# Mein SpaceInvaders



## Armin0102 (7. Apr 2010)

Hallo,

ich bin seit geraumer Zeit dabei mich in die Spiele Programmierung einzuarbeiten. Sieht auch schon ganz gut aus. Ich wollte euch hier in diesem Thread mein Spiel einmal vorstellen.

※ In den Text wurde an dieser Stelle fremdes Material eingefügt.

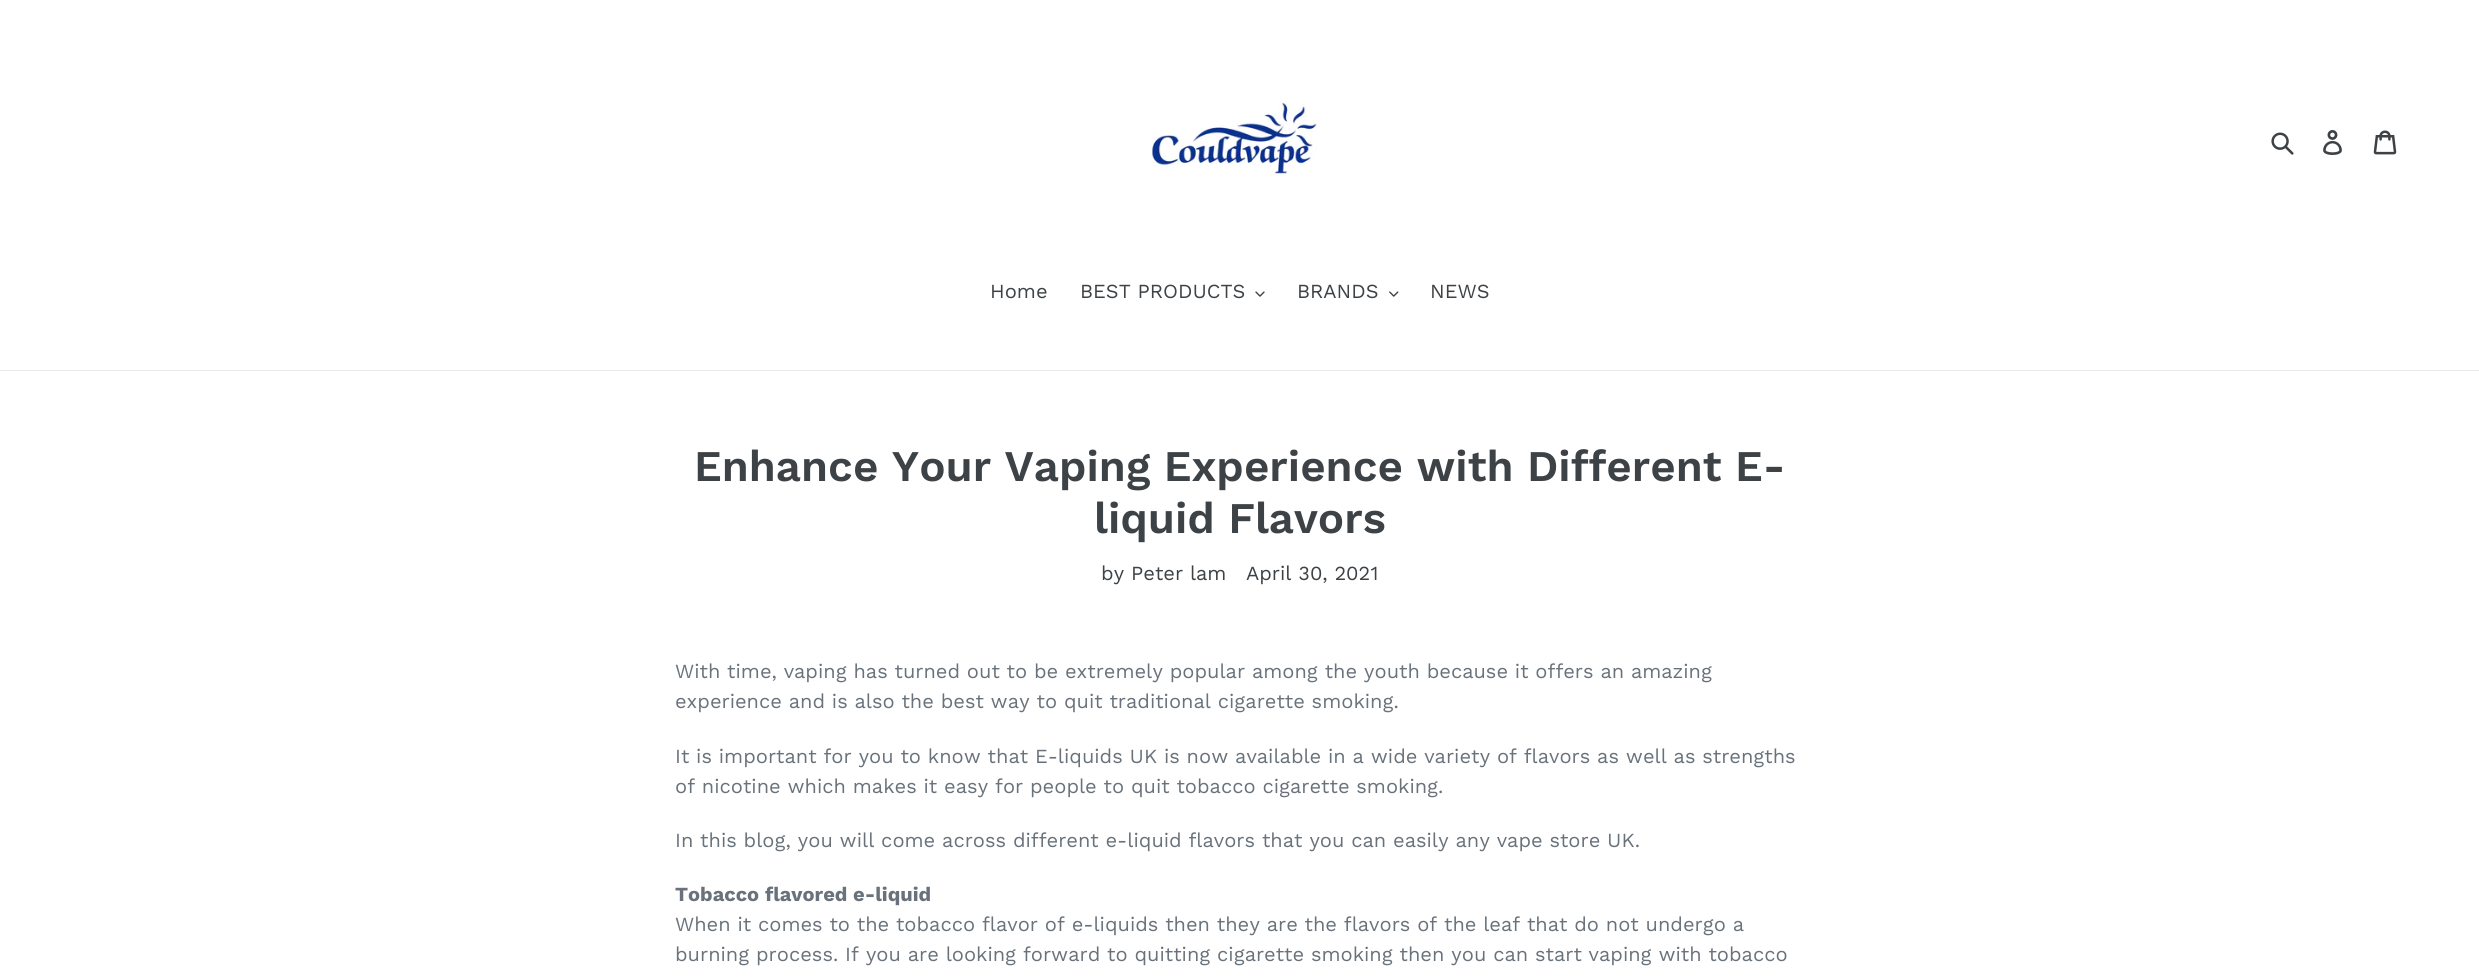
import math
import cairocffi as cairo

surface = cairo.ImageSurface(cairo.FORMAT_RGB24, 2479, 979)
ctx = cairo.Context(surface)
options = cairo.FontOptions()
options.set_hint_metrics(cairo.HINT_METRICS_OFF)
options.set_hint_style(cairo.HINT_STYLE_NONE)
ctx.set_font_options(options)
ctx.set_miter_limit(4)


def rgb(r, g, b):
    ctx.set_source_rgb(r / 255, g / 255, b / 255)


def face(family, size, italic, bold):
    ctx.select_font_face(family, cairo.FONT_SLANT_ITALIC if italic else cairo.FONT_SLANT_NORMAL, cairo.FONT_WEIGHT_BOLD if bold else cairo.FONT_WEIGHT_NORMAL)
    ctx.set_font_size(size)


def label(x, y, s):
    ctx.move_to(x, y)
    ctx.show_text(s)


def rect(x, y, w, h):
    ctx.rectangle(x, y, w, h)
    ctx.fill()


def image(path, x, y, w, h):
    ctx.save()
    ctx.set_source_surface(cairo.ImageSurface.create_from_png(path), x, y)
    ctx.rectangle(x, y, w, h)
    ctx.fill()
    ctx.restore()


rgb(255, 255, 255)
ctx.paint()
image('image0.png', 1151, 100, 166, 77)
image('image1.png', 2271, 132, 23, 23)
image('image2.png', 2323, 130, 19, 25)
image('image3.png', 2373, 130, 24, 25)
rgb(232, 233, 235)
rect(0, 370, 2479, 1)
face('Work Sans', 20, 0, 0)
rgb(61, 66, 70)
label(990, 298, 'Home')
label(1080, 298, 'BEST PRODUCTS')
image('image4.png', 1255, 291, 10, 6)
label(1297, 298, 'BRANDS')
image('image5.png', 1389, 291, 10, 6)
label(1430, 298, 'NEWS')
face('Work Sans SemiBold', 43.75, 0, 0)
label(694, 481, 'Enhance Your Vaping Experience with Different E-')
label(1094, 533, 'liquid Flavors')
face('Work Sans', 20, 0, 0)
label(1101, 580, 'by Peter lam')
label(1246, 580, 'April 30, 2021')
rgb(105, 114, 123)
label(675, 678, 'With time, vaping has turned out to be extremely popular among the youth because it offers an amazing')
label(675, 708, 'experience and is also the best way to quit traditional cigarette smoking.')
label(675, 763, 'It is important for you to know that E-liquids UK is now available in a wide variety of flavors as well as strengths')
label(675, 793, 'of nicotine which makes it easy for people to quit tobacco cigarette smoking.')
label(675, 847, 'In this blog, you will come across different e-liquid flavors that you can easily any vape store UK.')
face('Work Sans', 20, 0, 1)
label(675, 901, 'Tobacco flavored e-liquid')
face('Work Sans', 20, 0, 0)
label(675, 931, 'When it comes to the tobacco flavor of e-liquids then they are the flavors of the leaf that do not undergo a')
label(675, 961, 'burning process. If you are looking forward to quitting cigarette smoking then you can start vaping with tobacco')
surface.write_to_png('render.png')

Bisher ist es so das man 

- 2 Wellen von Aliens töten muss
- ein Zusammenstoß mit ihnen tödlich ist
- das Spielerschiff eine Lebensanzeige hat
- Heilung durch Bonus gegenstand möglich ist
- Punkte pro abgeschossenem Alien vergeben werden
- Punktabzug pro abgegebenem Schuss
- Eine Highscore dabei ist

geplant sind noch weitere Boni wie zum Beispiel

- Angriff des Schiffs erhöhen
- Schild und -anzeige für das Schiff
- mehr Wellen
- Endbosse
- und was mir eben noch so einfällt^^

hier könnt ihr das game laden: RapidShare: 1-CLICK Web hosting - Easy Filehosting

leider ist es schon zu groß um hier hoch geladen werden zu können

mfg Armin

für wünsche und anregungen immer offen


----------



## Marco13 (7. Apr 2010)

Joa, sieht schon ganz hübsch aus :toll:


----------



## Armin0102 (7. Apr 2010)

danke schön  irgendwas was störend war?


----------



## Steev (7. Apr 2010)

So, ich habe mir dein Spiel auchmal angeguckt:

Folgendes stört mich:
1. Wenn das ganze schon ein Fensterspiel ist, dann sollte auch ein Fenster zu sehen sein 
2. Das Spiel ist viel zu schnell durchgespielt und bietet gar keine richtige Herausforderung

Anregungen:
1. Irgendwie fehlt das Leben, das würde sich ändern, wenn die Gegner animiert währen
2. Geschützhitze und Überlastung
3. Munitions-Pick-Ups
4. Einen Shop, wo man sein Raumschiff aufrüsten kann
5. Geld ;-) Für Boss-Gegner oder bestimmte Kämpfe sollte man Geld bekommen und dieses dann nach belieben in sein Raumschiff stecken. Da könnte ich mir einige Bereiche des Aufrüstens vorstellen: Schutzschild, Bordwaffen, Spezialmunition. Wichtig: Es muss immer irgendetwas geben, was eigendlich ganz toll wäre, wenn man es haben könnte, aber so teuer ist, dass man es sich fast nie kaufen kann. Dann hat man wenigstens einen Anreiz...
6. Ich könnte mir Bonusmissionen vorstellen, wo der Spieler in Top-Down-Ansicht irgendwas erledigen muss (Ansicht wie GTA 1)
7. Weniger, aber dafür intelligentere Gegner.
8. Weltraum-Müll dem man ausweichen muss
9. Munition, die man abschießt, die aber erst nach einiger Zeit explodiert und für einen bestimmten Umkreis Auswirkungen hat.
10. Split-Screen Mulitplayer !? In den alten Spielen früher gab es so etwas immer und ich fand es immer sehr lustig 

Gruß
Steev


----------



## agentone (8. Apr 2010)

Nette Grafik, aber zu eintönig, aber trotzdem zu schnell vorbei. Is wohl in der Beta-Phase? 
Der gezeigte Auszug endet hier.